- What is required -
Please transcribe all of the entries exactly, leaving out any images.

- Input data -
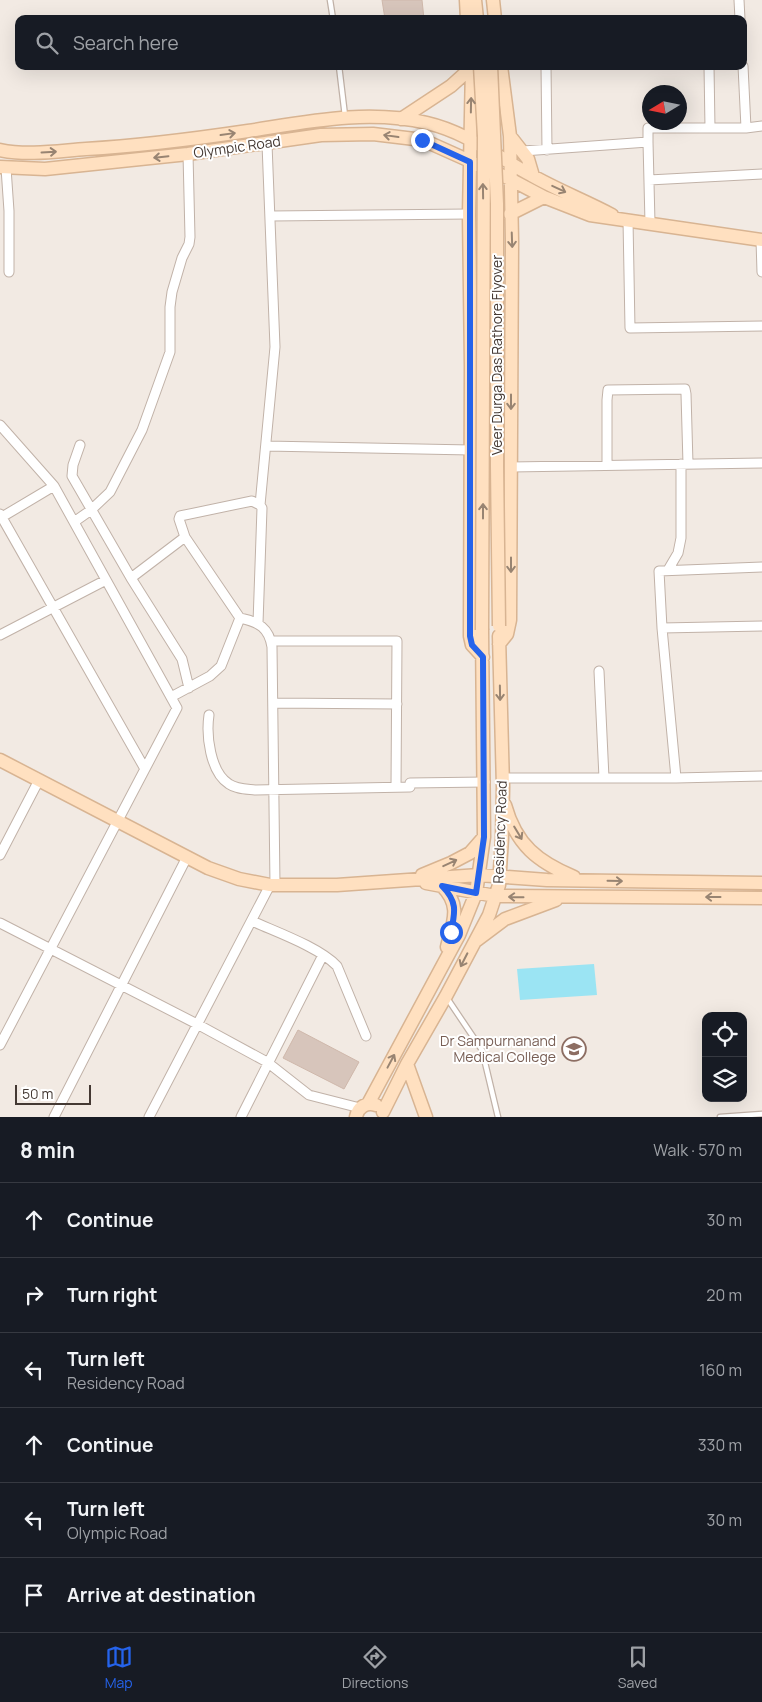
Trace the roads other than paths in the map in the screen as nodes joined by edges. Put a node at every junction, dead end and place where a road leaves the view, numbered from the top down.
1 (330, 0) edge
2 (466, 0) edge
3 (475, 0) edge
4 (485, 0) edge
5 (493, 0) edge
6 (739, 0) edge
7 (332, 15) edge
8 (467, 15) edge
9 (477, 15) edge
10 (486, 15) edge
11 (495, 15) edge
12 (740, 15) edge
13 (339, 70) edge
14 (468, 70) edge
15 (472, 70) edge
16 (480, 70) edge
17 (497, 70) edge
18 (498, 70) edge
19 (546, 70) edge
20 (709, 70) edge
21 (743, 70) edge
22 (345, 118) junction
23 (401, 119) junction
24 (762, 126) edge
25 (710, 128) junction
26 (746, 128) junction
27 (510, 136) junction
28 (471, 139) junction
29 (648, 142) junction
30 (267, 144) junction
31 (0, 150) edge
32 (547, 150) junction
33 (523, 151) junction
34 (188, 154) junction
35 (470, 162) junction
36 (510, 163) junction
37 (3, 168) edge
38 (762, 174) edge
39 (533, 176) junction
40 (510, 179) junction
41 (649, 180) junction
42 (544, 197) junction
43 (469, 214) junction
44 (510, 214) junction
45 (271, 216) junction
46 (624, 219) junction
47 (650, 223) junction
48 (762, 240) edge
49 (9, 272) dead end
50 (762, 272) edge
51 (762, 326) edge
52 (0, 425) edge
53 (80, 445) dead end
54 (266, 446) junction
55 (471, 450) junction
56 (762, 463) edge
57 (685, 464) junction
58 (607, 466) junction
59 (511, 467) junction
60 (54, 486) junction
61 (260, 505) junction
62 (91, 510) junction
63 (1, 515) edge
64 (74, 522) junction
65 (185, 537) junction
66 (762, 567) edge
67 (668, 570) junction
68 (132, 578) junction
69 (106, 580) junction
70 (54, 608) junction
71 (240, 618) junction
72 (258, 623) junction
73 (762, 626) edge
74 (662, 628) junction
75 (0, 635) edge
76 (271, 642) junction
77 (499, 644) junction
78 (483, 657) junction
79 (599, 672) dead end
80 (189, 688) junction
81 (171, 698) junction
82 (273, 703) junction
83 (397, 704) junction
84 (208, 715) dead end
85 (0, 760) edge
86 (145, 770) junction
87 (762, 776) edge
88 (604, 778) junction
89 (676, 778) junction
90 (39, 780) junction
91 (485, 782) junction
92 (503, 783) junction
93 (396, 787) junction
94 (274, 789) junction
95 (118, 821) junction
96 (484, 837) junction
97 (0, 855) edge
98 (187, 857) junction
99 (479, 875) junction
100 (500, 875) junction
101 (410, 880) junction
102 (581, 880) junction
103 (762, 883) edge
104 (272, 885) junction
105 (442, 886) junction
106 (476, 893) junction
107 (495, 896) junction
108 (568, 896) junction
109 (762, 898) edge
110 (252, 921) junction
111 (0, 923) edge
112 (473, 943) junction
113 (52, 949) junction
114 (323, 955) junction
115 (442, 966) junction
116 (122, 985) junction
117 (446, 996) junction
118 (197, 1024) junction
119 (366, 1036) dead end
120 (0, 1045) edge
121 (267, 1062) junction
122 (407, 1064) junction
123 (362, 1110) edge
124 (762, 1114) edge
125 (383, 1116) edge
126 (54, 1117) edge
127 (149, 1117) edge
128 (241, 1117) edge
129 (426, 1117) edge
130 (498, 1117) edge
131 (720, 1117) edge

1 - 7 lane
2 - 8 street
3 - 9 street
4 - 10 street
5 - 11 street
6 - 12 street
13 - 22 lane
14 - 23 street
28 -> 15 street
78 -> 16 street, Veer Durga Das Rathore Flyover, bridge
17 - 77 street, Veer Durga Das Rathore Flyover, bridge
18 - 27 street
19 - 32 street
20 - 25 street
21 - 26 street
22 - 23 street, Olympic Road
31 -> 22 street, Olympic Road
23 - 28 street, Olympic Road
24 - 26 street
25 - 26 street
25 - 29 street
27 - 33 street
27 - 36 street
28 - 35 street
28 - 36 street, Olympic Road
29 - 32 street
29 - 41 street
30 - 34 street, Olympic Road
35 -> 30 street, Olympic Road
30 - 45 street
32 - 33 street
33 - 39 street
34 -> 37 street, Olympic Road
34 - 62 street
35 - 40 street, Olympic Road
35 - 43 street
36 - 39 street, Olympic Road
36 - 40 street
37 - 49 street
38 - 41 street
39 -> 46 street, Olympic Road
40 - 42 street, Olympic Road
40 - 44 street
41 - 47 street
42 - 44 street
42 - 46 street, Olympic Road
43 - 45 street
43 - 55 street
44 -> 59 street
45 - 54 street
46 - 47 street, Olympic Road
46 - 51 street
47 - 48 street, Olympic Road
48 - 50 street
52 - 60 street
53 - 62 street
54 - 55 street
54 - 61 street
55 - 78 street
56 - 57 street
57 - 58 street
57 - 58 street
57 - 67 street
58 - 59 street
59 -> 77 street
60 - 63 street
60 - 64 street
61 - 65 street
61 - 72 street
62 - 64 street
62 - 68 street
63 - 70 street
64 - 69 street
65 - 68 street
65 - 71 street
66 - 67 street
67 - 74 street
68 - 80 street
69 - 70 street
69 - 81 street
70 - 75 street
70 - 86 street
71 - 72 street
71 - 80 street
72 - 76 street
73 - 74 street
74 - 89 street
76 - 82 street
76 - 83 street
77 -> 92 street, Residency Road
78 - 91 street, Residency Road
79 - 88 street
80 - 81 street
81 - 86 street
82 - 83 street
82 - 94 street
83 - 93 street
84 - 94 street
85 - 90 street
86 - 95 street
87 - 89 street
88 - 89 street
88 - 92 street
90 - 95 street
90 - 97 street
91 - 93 street
91 - 96 street, Residency Road
92 - 100 street, Residency Road
92 -> 102 street
93 - 94 street
94 - 104 street
95 - 98 street
95 - 113 street
96 - 99 street, Residency Road
101 -> 96 street
98 - 104 street
98 - 116 street
99 - 100 street
99 - 101 street
99 - 106 street, Residency Road
100 - 102 street
100 - 107 street, Residency Road
101 - 104 street
101 - 105 street
102 -> 103 street
104 - 110 street
105 - 106 street
105 - 115 street
106 - 107 street
106 - 115 street, Residency Road
108 -> 107 street
107 - 112 street, Residency Road
109 -> 108 street
108 - 112 street
110 - 114 street
110 - 118 street
111 - 113 street
112 -> 117 street, Residency Road
113 - 116 street
113 - 120 street
114 - 119 street
114 - 121 street
123 -> 115 street, Residency Road
116 - 118 street
116 - 126 street
117 - 122 street, Residency Road
117 - 130 lane
118 - 121 street
118 - 127 street
121 - 123 street
121 - 128 street
122 - 125 street, Residency Road
122 - 129 street
123 - 125 street
124 - 131 lane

- Result of the task -
Trace the roads other than paths in the map in the screen as nodes joined by edges. Put a node at every junction, dead end and place where a road leaves the view, numbered from the top down.
1 (330, 0) edge
2 (466, 0) edge
3 (475, 0) edge
4 (485, 0) edge
5 (493, 0) edge
6 (739, 0) edge
7 (332, 15) edge
8 (467, 15) edge
9 (477, 15) edge
10 (486, 15) edge
11 (495, 15) edge
12 (740, 15) edge
13 (339, 70) edge
14 (468, 70) edge
15 (472, 70) edge
16 (480, 70) edge
17 (497, 70) edge
18 (498, 70) edge
19 (546, 70) edge
20 (709, 70) edge
21 (743, 70) edge
22 (345, 118) junction
23 (401, 119) junction
24 (762, 126) edge
25 (710, 128) junction
26 (746, 128) junction
27 (510, 136) junction
28 (471, 139) junction
29 (648, 142) junction
30 (267, 144) junction
31 (0, 150) edge
32 (547, 150) junction
33 (523, 151) junction
34 (188, 154) junction
35 (470, 162) junction
36 (510, 163) junction
37 (3, 168) edge
38 (762, 174) edge
39 (533, 176) junction
40 (510, 179) junction
41 (649, 180) junction
42 (544, 197) junction
43 (469, 214) junction
44 (510, 214) junction
45 (271, 216) junction
46 (624, 219) junction
47 (650, 223) junction
48 (762, 240) edge
49 (9, 272) dead end
50 (762, 272) edge
51 (762, 326) edge
52 (0, 425) edge
53 (80, 445) dead end
54 (266, 446) junction
55 (471, 450) junction
56 (762, 463) edge
57 (685, 464) junction
58 (607, 466) junction
59 (511, 467) junction
60 (54, 486) junction
61 (260, 505) junction
62 (91, 510) junction
63 (1, 515) edge
64 (74, 522) junction
65 (185, 537) junction
66 (762, 567) edge
67 (668, 570) junction
68 (132, 578) junction
69 (106, 580) junction
70 (54, 608) junction
71 (240, 618) junction
72 (258, 623) junction
73 (762, 626) edge
74 (662, 628) junction
75 (0, 635) edge
76 (271, 642) junction
77 (499, 644) junction
78 (483, 657) junction
79 (599, 672) dead end
80 (189, 688) junction
81 (171, 698) junction
82 (273, 703) junction
83 (397, 704) junction
84 (208, 715) dead end
85 (0, 760) edge
86 (145, 770) junction
87 (762, 776) edge
88 (604, 778) junction
89 (676, 778) junction
90 (39, 780) junction
91 (485, 782) junction
92 (503, 783) junction
93 (396, 787) junction
94 (274, 789) junction
95 (118, 821) junction
96 (484, 837) junction
97 (0, 855) edge
98 (187, 857) junction
99 (479, 875) junction
100 (500, 875) junction
101 (410, 880) junction
102 (581, 880) junction
103 (762, 883) edge
104 (272, 885) junction
105 (442, 886) junction
106 (476, 893) junction
107 (495, 896) junction
108 (568, 896) junction
109 (762, 898) edge
110 (252, 921) junction
111 (0, 923) edge
112 (473, 943) junction
113 (52, 949) junction
114 (323, 955) junction
115 (442, 966) junction
116 (122, 985) junction
117 (446, 996) junction
118 (197, 1024) junction
119 (366, 1036) dead end
120 (0, 1045) edge
121 (267, 1062) junction
122 (407, 1064) junction
123 (362, 1110) edge
124 (762, 1114) edge
125 (383, 1116) edge
126 (54, 1117) edge
127 (149, 1117) edge
128 (241, 1117) edge
129 (426, 1117) edge
130 (498, 1117) edge
131 (720, 1117) edge

1 - 7 lane
2 - 8 street
3 - 9 street
4 - 10 street
5 - 11 street
6 - 12 street
13 - 22 lane
14 - 23 street
28 -> 15 street
78 -> 16 street, Veer Durga Das Rathore Flyover, bridge
17 - 77 street, Veer Durga Das Rathore Flyover, bridge
18 - 27 street
19 - 32 street
20 - 25 street
21 - 26 street
22 - 23 street, Olympic Road
31 -> 22 street, Olympic Road
23 - 28 street, Olympic Road
24 - 26 street
25 - 26 street
25 - 29 street
27 - 33 street
27 - 36 street
28 - 35 street
28 - 36 street, Olympic Road
29 - 32 street
29 - 41 street
30 - 34 street, Olympic Road
35 -> 30 street, Olympic Road
30 - 45 street
32 - 33 street
33 - 39 street
34 -> 37 street, Olympic Road
34 - 62 street
35 - 40 street, Olympic Road
35 - 43 street
36 - 39 street, Olympic Road
36 - 40 street
37 - 49 street
38 - 41 street
39 -> 46 street, Olympic Road
40 - 42 street, Olympic Road
40 - 44 street
41 - 47 street
42 - 44 street
42 - 46 street, Olympic Road
43 - 45 street
43 - 55 street
44 -> 59 street
45 - 54 street
46 - 47 street, Olympic Road
46 - 51 street
47 - 48 street, Olympic Road
48 - 50 street
52 - 60 street
53 - 62 street
54 - 55 street
54 - 61 street
55 - 78 street
56 - 57 street
57 - 58 street
57 - 58 street
57 - 67 street
58 - 59 street
59 -> 77 street
60 - 63 street
60 - 64 street
61 - 65 street
61 - 72 street
62 - 64 street
62 - 68 street
63 - 70 street
64 - 69 street
65 - 68 street
65 - 71 street
66 - 67 street
67 - 74 street
68 - 80 street
69 - 70 street
69 - 81 street
70 - 75 street
70 - 86 street
71 - 72 street
71 - 80 street
72 - 76 street
73 - 74 street
74 - 89 street
76 - 82 street
76 - 83 street
77 -> 92 street, Residency Road
78 - 91 street, Residency Road
79 - 88 street
80 - 81 street
81 - 86 street
82 - 83 street
82 - 94 street
83 - 93 street
84 - 94 street
85 - 90 street
86 - 95 street
87 - 89 street
88 - 89 street
88 - 92 street
90 - 95 street
90 - 97 street
91 - 93 street
91 - 96 street, Residency Road
92 - 100 street, Residency Road
92 -> 102 street
93 - 94 street
94 - 104 street
95 - 98 street
95 - 113 street
96 - 99 street, Residency Road
101 -> 96 street
98 - 104 street
98 - 116 street
99 - 100 street
99 - 101 street
99 - 106 street, Residency Road
100 - 102 street
100 - 107 street, Residency Road
101 - 104 street
101 - 105 street
102 -> 103 street
104 - 110 street
105 - 106 street
105 - 115 street
106 - 107 street
106 - 115 street, Residency Road
108 -> 107 street
107 - 112 street, Residency Road
109 -> 108 street
108 - 112 street
110 - 114 street
110 - 118 street
111 - 113 street
112 -> 117 street, Residency Road
113 - 116 street
113 - 120 street
114 - 119 street
114 - 121 street
123 -> 115 street, Residency Road
116 - 118 street
116 - 126 street
117 - 122 street, Residency Road
117 - 130 lane
118 - 121 street
118 - 127 street
121 - 123 street
121 - 128 street
122 - 125 street, Residency Road
122 - 129 street
123 - 125 street
124 - 131 lane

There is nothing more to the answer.